** Opening Data supplied block **

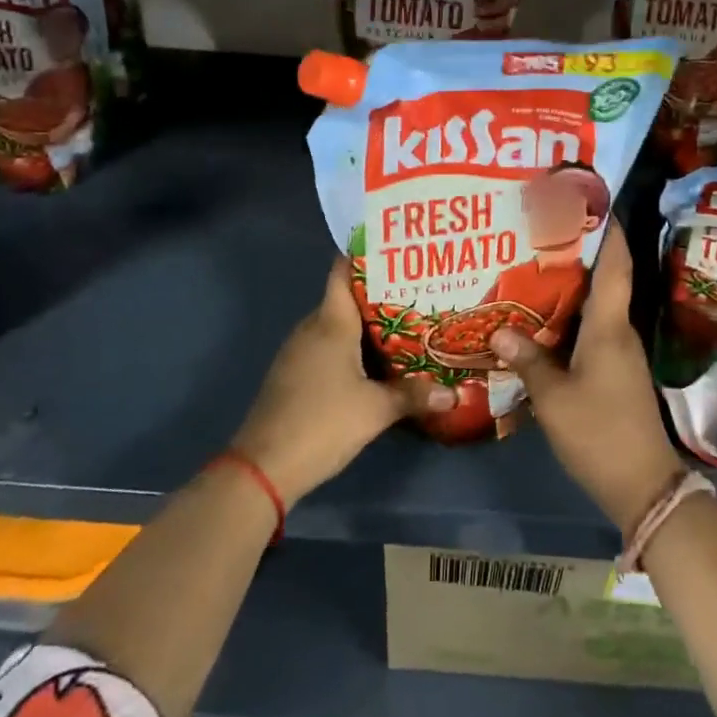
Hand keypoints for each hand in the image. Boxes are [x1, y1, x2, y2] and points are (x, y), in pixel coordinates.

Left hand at [229, 257, 422, 506]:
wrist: (264, 467)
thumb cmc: (322, 423)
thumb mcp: (376, 410)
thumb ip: (414, 396)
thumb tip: (452, 392)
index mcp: (330, 323)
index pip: (343, 272)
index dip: (366, 256)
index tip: (397, 249)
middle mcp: (312, 329)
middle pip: (346, 299)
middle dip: (381, 295)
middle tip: (419, 293)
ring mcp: (299, 353)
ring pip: (338, 326)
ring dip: (368, 326)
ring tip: (408, 325)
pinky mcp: (295, 375)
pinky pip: (328, 348)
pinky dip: (353, 349)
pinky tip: (378, 363)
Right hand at [490, 221, 682, 534]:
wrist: (643, 485)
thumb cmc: (599, 433)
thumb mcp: (554, 398)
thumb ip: (529, 361)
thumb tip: (501, 331)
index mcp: (610, 326)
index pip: (616, 265)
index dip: (608, 230)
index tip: (589, 200)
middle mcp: (619, 330)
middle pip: (604, 279)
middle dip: (579, 251)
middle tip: (540, 230)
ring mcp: (619, 352)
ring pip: (596, 305)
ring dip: (571, 285)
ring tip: (532, 267)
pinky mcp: (614, 371)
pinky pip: (591, 330)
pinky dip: (569, 316)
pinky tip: (541, 319)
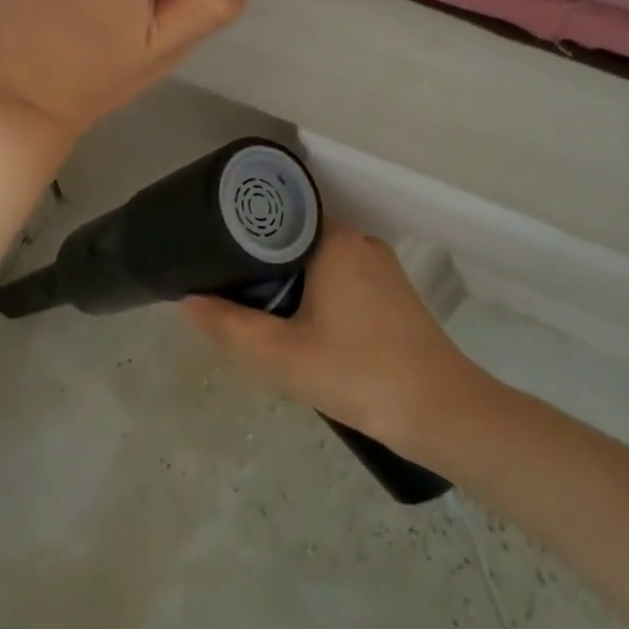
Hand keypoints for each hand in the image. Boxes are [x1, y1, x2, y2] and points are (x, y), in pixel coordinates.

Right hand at [180, 227, 482, 454]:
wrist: (442, 412)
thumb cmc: (358, 374)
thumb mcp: (282, 356)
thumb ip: (229, 326)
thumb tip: (186, 300)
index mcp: (334, 240)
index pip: (276, 216)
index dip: (241, 234)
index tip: (212, 255)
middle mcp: (359, 241)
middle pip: (295, 240)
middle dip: (262, 265)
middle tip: (228, 293)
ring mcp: (380, 266)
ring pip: (318, 262)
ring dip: (290, 283)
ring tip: (256, 311)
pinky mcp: (393, 293)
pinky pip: (340, 278)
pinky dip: (316, 294)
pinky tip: (300, 326)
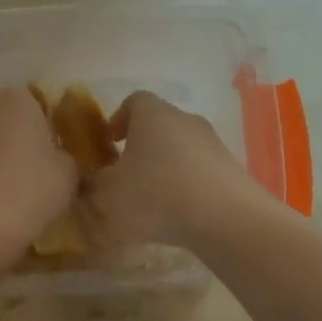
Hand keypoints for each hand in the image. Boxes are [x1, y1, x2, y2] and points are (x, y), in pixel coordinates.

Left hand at [0, 87, 75, 252]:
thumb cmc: (27, 193)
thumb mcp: (68, 176)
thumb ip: (66, 159)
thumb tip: (59, 160)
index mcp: (17, 98)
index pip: (39, 107)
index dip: (46, 134)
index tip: (52, 161)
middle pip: (3, 120)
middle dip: (14, 141)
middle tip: (27, 176)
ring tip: (0, 193)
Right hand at [89, 92, 261, 248]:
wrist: (226, 219)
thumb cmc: (157, 195)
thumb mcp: (108, 194)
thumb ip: (93, 184)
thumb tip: (92, 179)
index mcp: (152, 115)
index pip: (133, 101)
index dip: (118, 119)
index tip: (108, 143)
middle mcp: (185, 120)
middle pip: (158, 124)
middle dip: (140, 146)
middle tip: (125, 175)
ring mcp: (212, 143)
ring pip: (180, 148)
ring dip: (163, 167)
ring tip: (151, 199)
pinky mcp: (229, 168)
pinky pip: (199, 170)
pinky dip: (185, 184)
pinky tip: (177, 213)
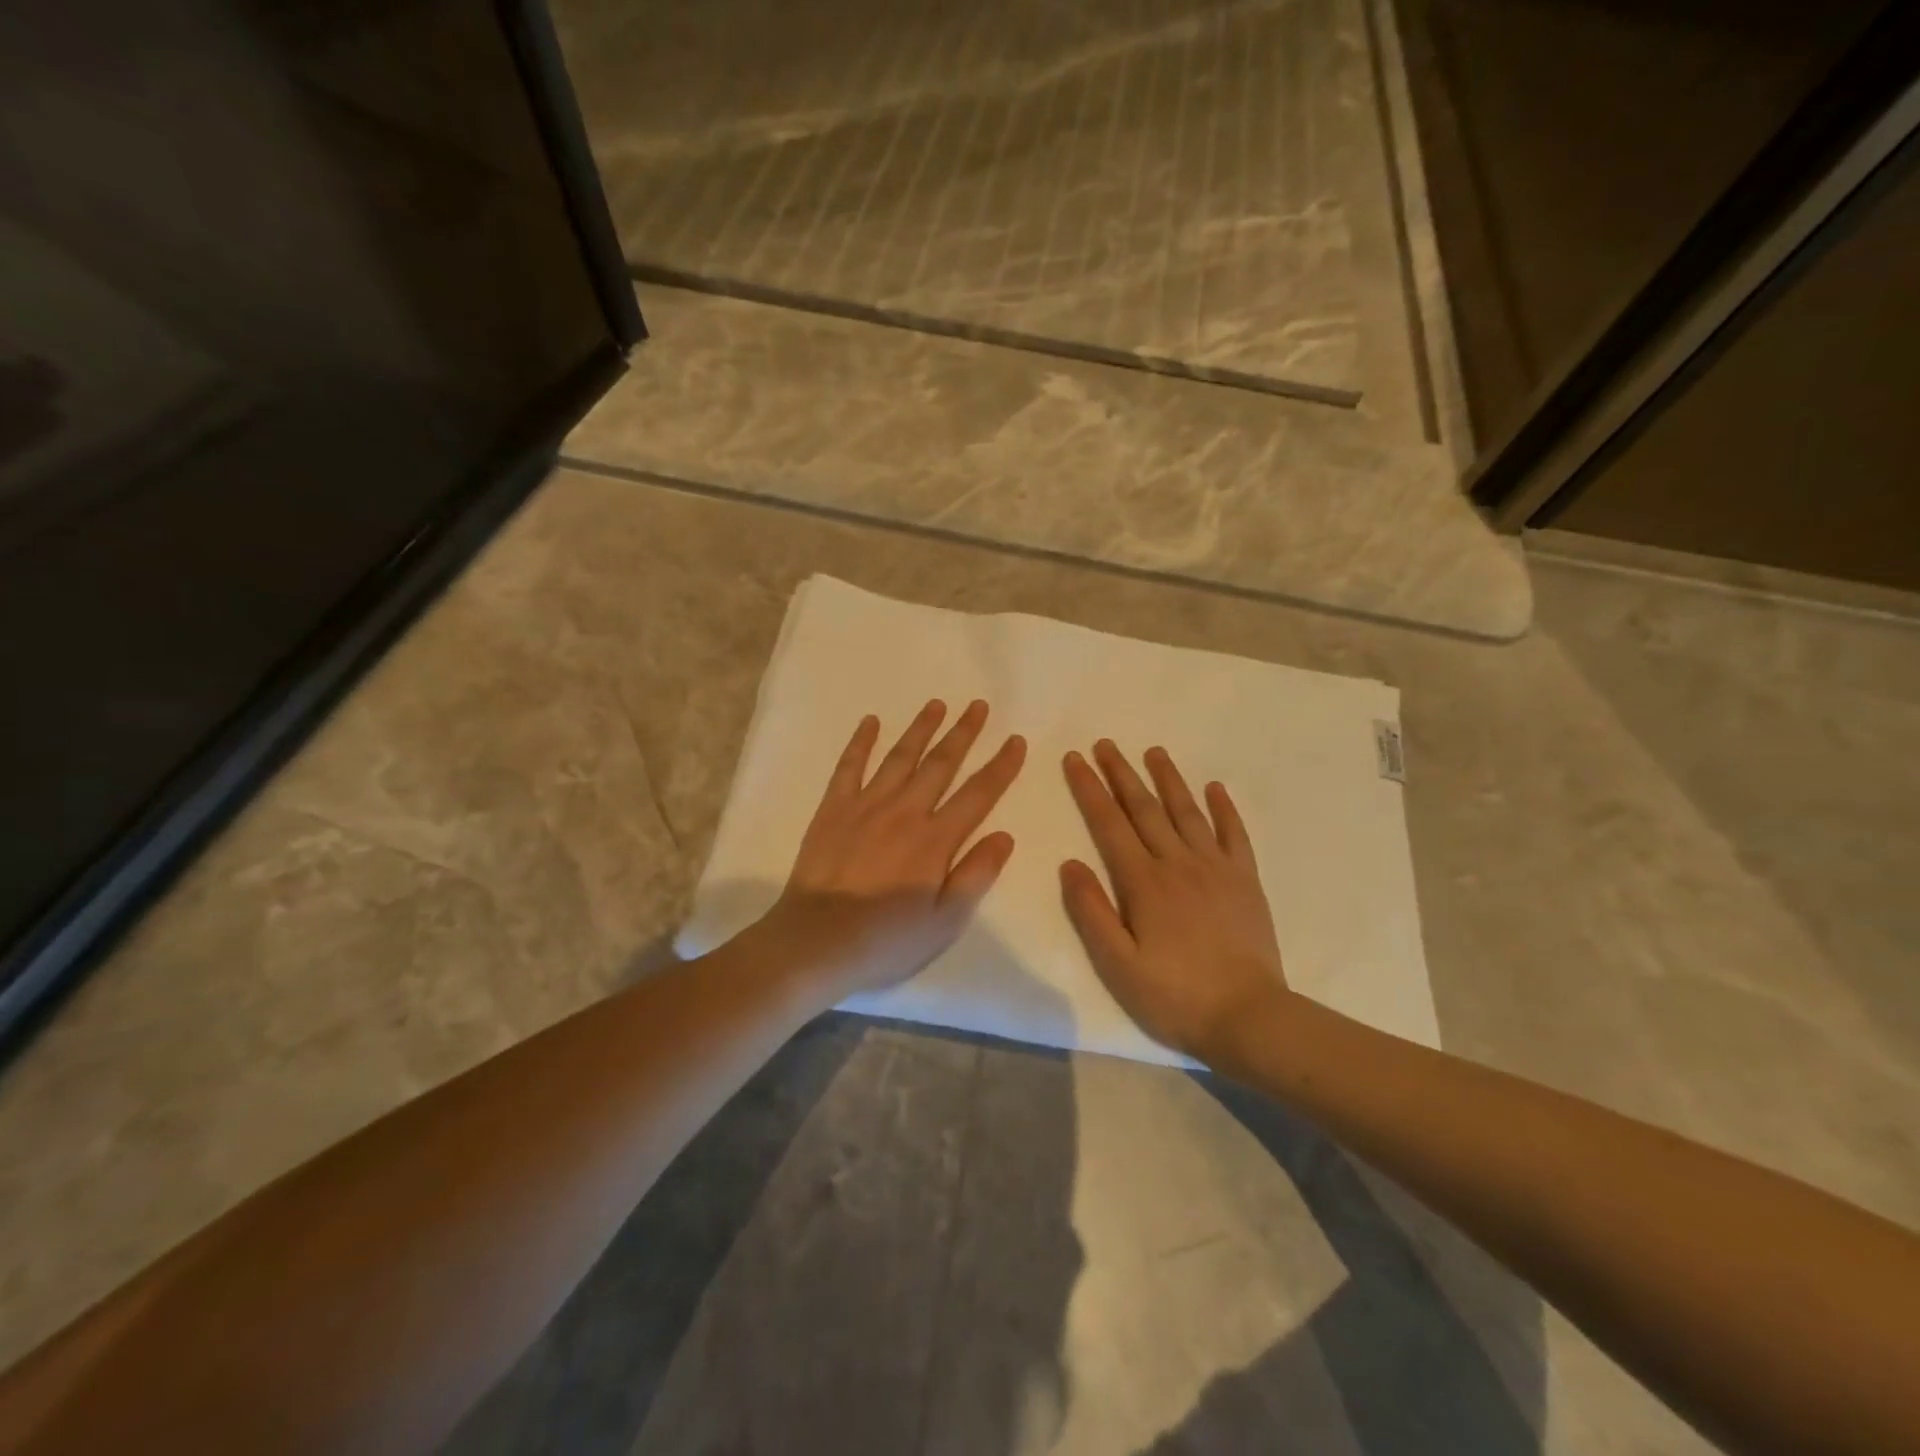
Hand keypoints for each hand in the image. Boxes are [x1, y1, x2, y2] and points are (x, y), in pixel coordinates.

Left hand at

** Closing Data supplied block **

§ Aim of the task
Copy the material verbatim. The pictures are not part of the copy.

§ Answer box
Hand keypoints for each hand in the image. Boxes are [x1, y1, x2, y2] and points are (x, y), in pixel coordinates.

Left hand at [229, 257, 422, 506]:
wrist: (264, 467)
thumb cmc: (322, 423)
thumb mcp: (376, 410)
thumb ip: (414, 396)
thumb tip: (452, 392)
index mcp: (330, 323)
index pip: (343, 272)
index dip: (366, 256)
index tip: (397, 249)
middle mcp: (312, 329)
middle pip: (346, 299)
middle dip: (381, 295)
middle tip: (419, 293)
ring mcp: (299, 353)
ring pip: (338, 326)
ring dip: (368, 326)
ring tip: (408, 325)
pinky mcp: (295, 375)
pinky pip: (328, 348)
pinky dip: (353, 349)
pinky tip: (378, 363)
Right hand at [490, 221, 682, 534]:
wrist: (643, 485)
thumb cmc: (599, 433)
thumb mcp: (554, 398)
thumb ip: (529, 361)
thumb tip: (501, 331)
index mcp: (610, 326)
index pip: (616, 265)
index dip: (608, 230)
index tip: (589, 200)
middle mcp: (619, 330)
middle pip: (604, 279)
middle dip: (579, 251)
middle tip: (540, 230)
ring mcp: (619, 352)
ring pip: (596, 305)
ring dip: (571, 285)
ring tip: (532, 267)
pinky mcp: (614, 371)
pinky pip: (591, 330)
pinky dip: (569, 316)
pinky tip: (541, 319)
Hand keypoints for each hand in the image. Boxes are [x1, y1, x2, y2] and points are (x, y), in pixel coordinates.

Right hand at [180, 227, 482, 454]:
wrist: (442, 412)
thumb cmc: (358, 374)
thumb mcp: (282, 356)
thumb ip: (229, 326)
thumb tip: (186, 300)
index mcp: (334, 240)
index pip: (276, 216)
index dip: (241, 234)
index tip: (212, 255)
middle mcp: (359, 241)
middle pip: (295, 240)
middle dip: (262, 265)
middle tip: (228, 293)
ring mcp: (380, 266)
ring pip: (318, 262)
ring dip: (290, 283)
ring tip: (256, 311)
pinky mcp: (393, 293)
pinky pip: (340, 278)
pinky dip: (316, 294)
pinky tip: (300, 326)
Hand keypoints for each hand in the image. Boxes are [x1, y1, x2, y2] and points are (x, y), in pixel coordinates.

Left hand at [0, 87, 75, 252]:
thumb cmc: (27, 193)
thumb mcp: (68, 176)
thumb ip: (66, 159)
thumb tip: (59, 160)
index mcp: (17, 98)
index pip: (39, 107)
index dip: (46, 134)
index tip: (52, 161)
middle pip: (3, 120)
middle dip: (14, 141)
middle tip: (27, 176)
ring tip: (0, 193)
Right hand at [89, 92, 261, 248]:
wrist: (226, 219)
thumb cmc: (157, 195)
thumb mcp: (108, 194)
thumb ip: (93, 184)
thumb tip: (92, 179)
index mcp: (152, 115)
index pip: (133, 101)
index dip: (118, 119)
index tip: (108, 143)
middle mcp: (185, 120)
middle pip: (158, 124)
middle dip: (140, 146)
middle tip: (125, 175)
ring mcp: (212, 143)
ring pip: (180, 148)
ring dip: (163, 167)
ring tip: (151, 199)
pinky mcp: (229, 168)
pinky pip: (199, 170)
pinky dip: (185, 184)
pinky tip: (177, 213)
Hand keypoints for each hand in the image. Boxes are [x1, y1, x2, y2] and points are (x, y), in pixel coordinates.

Left hand at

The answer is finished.